Pour les catégories populaires, le travail devient de plus en plus pénible, constate l'Observatoire des inégalités
"Les catégories populaires, composées d'ouvriers, d'employés, de personnes peu diplômées et souvent peu qualifiées, subissent les exigences de flexibilité d’une société prospère, confortable pour une large classe favorisée. La fracture passe par les conditions de travail notamment." Tel est le constat de l'Observatoire des inégalités, qui vient de publier son rapport bisannuel, présenté comme un "panorama complet des disparités qui fracturent notre société" qui "analyse méthodiquement les écarts en s’appuyant sur les données les plus récentes", en balayant plusieurs thématiques : revenus, éducation, travail, modes de vie, territoires.
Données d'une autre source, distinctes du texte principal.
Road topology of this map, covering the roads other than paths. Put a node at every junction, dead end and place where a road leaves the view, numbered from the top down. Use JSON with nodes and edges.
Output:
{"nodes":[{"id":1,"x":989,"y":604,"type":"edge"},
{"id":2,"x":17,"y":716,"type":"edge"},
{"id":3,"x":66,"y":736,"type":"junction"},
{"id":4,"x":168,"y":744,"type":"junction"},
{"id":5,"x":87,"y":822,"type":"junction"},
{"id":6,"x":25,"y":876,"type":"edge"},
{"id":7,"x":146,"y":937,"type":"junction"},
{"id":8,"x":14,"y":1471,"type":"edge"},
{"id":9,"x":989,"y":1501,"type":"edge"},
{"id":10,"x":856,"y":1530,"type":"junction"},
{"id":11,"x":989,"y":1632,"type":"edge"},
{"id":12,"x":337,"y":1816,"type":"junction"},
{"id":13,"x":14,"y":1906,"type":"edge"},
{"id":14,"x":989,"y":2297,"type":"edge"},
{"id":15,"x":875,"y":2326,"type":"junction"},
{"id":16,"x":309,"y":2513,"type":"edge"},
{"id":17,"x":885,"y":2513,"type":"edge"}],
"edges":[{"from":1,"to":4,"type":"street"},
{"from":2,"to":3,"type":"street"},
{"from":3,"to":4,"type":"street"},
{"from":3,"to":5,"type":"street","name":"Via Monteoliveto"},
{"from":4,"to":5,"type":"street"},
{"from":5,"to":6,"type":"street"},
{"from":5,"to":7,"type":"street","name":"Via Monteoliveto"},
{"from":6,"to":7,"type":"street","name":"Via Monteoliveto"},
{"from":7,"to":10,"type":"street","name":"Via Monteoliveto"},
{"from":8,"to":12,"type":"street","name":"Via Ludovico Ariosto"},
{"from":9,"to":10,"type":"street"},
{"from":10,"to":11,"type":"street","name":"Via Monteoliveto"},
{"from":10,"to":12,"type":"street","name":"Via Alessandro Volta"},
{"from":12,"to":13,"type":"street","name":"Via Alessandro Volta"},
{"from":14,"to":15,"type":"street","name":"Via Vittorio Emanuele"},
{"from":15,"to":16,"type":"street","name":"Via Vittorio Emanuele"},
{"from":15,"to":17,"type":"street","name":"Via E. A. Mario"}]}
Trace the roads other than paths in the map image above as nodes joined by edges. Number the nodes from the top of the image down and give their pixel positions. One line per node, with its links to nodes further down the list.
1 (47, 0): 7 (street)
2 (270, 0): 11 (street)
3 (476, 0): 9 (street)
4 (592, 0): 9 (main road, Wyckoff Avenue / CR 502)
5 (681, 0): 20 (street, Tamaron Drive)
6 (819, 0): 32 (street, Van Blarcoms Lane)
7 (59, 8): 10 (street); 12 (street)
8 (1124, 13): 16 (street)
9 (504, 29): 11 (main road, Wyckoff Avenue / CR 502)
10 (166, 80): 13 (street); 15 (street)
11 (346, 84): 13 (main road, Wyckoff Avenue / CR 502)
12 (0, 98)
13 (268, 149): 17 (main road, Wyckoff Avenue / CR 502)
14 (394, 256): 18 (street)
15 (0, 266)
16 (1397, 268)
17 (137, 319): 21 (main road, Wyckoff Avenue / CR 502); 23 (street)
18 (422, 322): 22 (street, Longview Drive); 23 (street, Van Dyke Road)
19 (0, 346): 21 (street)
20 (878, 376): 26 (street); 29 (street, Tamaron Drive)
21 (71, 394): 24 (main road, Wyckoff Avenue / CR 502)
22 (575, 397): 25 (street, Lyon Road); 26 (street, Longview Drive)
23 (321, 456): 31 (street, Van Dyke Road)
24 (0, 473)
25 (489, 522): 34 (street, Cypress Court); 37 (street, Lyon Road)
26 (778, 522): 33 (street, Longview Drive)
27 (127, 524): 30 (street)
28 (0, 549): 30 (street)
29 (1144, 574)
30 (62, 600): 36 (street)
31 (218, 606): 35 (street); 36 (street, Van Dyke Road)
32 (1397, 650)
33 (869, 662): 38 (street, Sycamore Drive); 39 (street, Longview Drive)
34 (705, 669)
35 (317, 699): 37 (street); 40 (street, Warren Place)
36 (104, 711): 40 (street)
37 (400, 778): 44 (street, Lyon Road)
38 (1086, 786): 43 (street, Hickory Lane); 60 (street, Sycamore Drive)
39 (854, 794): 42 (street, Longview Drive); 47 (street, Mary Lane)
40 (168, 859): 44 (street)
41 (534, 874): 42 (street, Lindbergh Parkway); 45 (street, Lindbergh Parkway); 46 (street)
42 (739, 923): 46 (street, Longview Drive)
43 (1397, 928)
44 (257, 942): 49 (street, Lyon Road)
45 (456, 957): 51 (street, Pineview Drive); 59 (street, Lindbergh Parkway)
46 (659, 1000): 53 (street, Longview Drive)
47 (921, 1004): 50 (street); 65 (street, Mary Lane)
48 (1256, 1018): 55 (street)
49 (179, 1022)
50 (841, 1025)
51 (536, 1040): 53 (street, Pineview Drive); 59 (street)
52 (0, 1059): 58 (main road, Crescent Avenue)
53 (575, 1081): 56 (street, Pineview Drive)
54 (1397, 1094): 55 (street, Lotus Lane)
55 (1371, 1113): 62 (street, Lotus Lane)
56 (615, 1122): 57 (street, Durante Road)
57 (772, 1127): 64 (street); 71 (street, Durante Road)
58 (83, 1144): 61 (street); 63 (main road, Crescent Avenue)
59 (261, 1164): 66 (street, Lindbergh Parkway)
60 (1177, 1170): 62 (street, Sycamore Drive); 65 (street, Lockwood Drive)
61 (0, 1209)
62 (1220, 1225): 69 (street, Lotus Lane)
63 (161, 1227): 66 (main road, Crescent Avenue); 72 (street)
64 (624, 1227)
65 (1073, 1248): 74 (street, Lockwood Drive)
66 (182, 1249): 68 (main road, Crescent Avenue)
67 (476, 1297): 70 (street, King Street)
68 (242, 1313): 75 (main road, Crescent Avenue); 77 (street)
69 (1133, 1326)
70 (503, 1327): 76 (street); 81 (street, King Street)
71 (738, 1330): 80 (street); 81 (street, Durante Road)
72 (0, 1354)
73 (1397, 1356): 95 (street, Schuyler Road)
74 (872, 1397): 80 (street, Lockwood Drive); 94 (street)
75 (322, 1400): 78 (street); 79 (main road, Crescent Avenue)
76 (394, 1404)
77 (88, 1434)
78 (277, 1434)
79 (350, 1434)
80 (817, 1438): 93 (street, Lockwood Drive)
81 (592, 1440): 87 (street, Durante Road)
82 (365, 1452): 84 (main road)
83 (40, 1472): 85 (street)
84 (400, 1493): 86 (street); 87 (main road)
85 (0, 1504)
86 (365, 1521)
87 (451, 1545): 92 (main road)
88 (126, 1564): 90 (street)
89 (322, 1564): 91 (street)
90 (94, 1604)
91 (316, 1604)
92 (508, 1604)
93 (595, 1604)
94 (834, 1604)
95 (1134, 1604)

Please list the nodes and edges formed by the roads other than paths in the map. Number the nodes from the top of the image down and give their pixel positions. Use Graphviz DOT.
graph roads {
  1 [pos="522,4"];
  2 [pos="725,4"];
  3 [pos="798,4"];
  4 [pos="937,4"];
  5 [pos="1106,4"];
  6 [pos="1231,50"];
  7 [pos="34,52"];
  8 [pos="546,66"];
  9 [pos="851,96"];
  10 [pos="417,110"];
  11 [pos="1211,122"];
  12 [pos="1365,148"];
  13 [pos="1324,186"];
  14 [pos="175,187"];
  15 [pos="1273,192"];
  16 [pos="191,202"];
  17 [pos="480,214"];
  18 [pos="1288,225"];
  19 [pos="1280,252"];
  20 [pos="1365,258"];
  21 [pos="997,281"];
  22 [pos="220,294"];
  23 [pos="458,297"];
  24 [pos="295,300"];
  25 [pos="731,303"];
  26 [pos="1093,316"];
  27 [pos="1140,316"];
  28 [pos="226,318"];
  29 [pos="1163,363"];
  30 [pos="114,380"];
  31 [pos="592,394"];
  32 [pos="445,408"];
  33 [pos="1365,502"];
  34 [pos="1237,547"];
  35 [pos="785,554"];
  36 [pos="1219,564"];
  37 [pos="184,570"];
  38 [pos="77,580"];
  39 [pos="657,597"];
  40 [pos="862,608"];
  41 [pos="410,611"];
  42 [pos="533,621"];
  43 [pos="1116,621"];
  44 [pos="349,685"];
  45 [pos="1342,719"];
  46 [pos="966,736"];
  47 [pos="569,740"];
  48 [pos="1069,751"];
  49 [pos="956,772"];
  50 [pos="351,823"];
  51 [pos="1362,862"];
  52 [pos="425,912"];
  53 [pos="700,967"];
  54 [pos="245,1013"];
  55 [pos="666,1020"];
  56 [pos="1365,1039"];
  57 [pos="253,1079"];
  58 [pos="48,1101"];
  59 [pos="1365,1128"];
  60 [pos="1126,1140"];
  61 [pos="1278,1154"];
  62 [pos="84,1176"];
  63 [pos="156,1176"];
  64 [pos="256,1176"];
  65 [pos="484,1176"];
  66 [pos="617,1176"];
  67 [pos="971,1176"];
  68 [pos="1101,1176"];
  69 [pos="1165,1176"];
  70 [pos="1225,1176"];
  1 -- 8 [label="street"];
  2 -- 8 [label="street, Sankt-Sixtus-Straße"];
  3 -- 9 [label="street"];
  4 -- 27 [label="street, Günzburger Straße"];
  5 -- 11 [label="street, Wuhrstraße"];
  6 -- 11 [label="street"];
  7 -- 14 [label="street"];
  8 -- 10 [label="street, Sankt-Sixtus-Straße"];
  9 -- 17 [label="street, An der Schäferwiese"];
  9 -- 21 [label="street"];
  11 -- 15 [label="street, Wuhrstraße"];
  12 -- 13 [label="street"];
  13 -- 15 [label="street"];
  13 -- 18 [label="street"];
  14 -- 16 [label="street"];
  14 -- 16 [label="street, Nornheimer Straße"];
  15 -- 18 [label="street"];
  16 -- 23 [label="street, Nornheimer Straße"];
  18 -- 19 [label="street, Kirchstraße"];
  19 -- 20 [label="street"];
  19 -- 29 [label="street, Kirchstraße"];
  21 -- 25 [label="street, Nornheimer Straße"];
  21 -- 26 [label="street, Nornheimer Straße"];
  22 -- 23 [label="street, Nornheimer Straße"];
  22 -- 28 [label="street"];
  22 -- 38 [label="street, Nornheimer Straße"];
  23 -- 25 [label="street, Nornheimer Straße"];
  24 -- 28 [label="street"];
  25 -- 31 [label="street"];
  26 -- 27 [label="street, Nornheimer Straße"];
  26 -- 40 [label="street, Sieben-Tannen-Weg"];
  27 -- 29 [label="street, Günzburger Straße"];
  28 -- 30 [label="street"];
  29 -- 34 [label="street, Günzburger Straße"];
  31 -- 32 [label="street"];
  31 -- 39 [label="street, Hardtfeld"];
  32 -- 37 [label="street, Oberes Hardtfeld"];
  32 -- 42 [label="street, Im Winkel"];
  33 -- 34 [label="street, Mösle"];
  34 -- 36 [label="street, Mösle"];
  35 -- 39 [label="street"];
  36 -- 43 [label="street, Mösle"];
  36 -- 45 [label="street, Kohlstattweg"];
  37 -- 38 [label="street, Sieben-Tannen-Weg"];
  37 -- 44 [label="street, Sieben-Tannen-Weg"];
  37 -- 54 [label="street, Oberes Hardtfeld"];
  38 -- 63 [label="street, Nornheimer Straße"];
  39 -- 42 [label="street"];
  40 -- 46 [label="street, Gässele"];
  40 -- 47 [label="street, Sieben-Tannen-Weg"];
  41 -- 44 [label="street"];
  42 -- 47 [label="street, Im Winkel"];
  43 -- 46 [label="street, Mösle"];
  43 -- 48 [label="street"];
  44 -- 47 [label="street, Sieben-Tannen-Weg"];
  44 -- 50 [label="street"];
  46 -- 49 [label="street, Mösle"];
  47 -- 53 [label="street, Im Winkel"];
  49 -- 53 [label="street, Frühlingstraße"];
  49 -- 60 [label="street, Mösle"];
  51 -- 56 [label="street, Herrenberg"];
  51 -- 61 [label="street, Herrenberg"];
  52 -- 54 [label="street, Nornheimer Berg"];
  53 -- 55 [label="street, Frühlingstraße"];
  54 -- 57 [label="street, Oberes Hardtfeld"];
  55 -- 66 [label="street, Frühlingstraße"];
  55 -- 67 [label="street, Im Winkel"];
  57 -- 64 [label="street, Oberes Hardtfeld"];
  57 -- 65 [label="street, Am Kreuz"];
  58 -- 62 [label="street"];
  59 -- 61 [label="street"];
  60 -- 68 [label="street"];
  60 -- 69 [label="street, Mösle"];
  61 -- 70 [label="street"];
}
Et de souligner que : "35 % des salariés connaissent au moins trois critères de pénibilité physique à leur poste", "c’est le cas de 69 % des ouvriers non qualifiés, contre 7 % des cadres", c'est-à-dire que "cela concerne dix fois plus les ouvriers que les cadres". De plus : la "part des salariés qui subissent ces pénibilités a augmenté de près de huit points entre 2005 et 2019 chez les ouvriers non qualifiés (de 61 % à 69 %)", alors que sur la même période, la proportion est stable chez les cadres supérieurs (6,5 % à 6,6 %).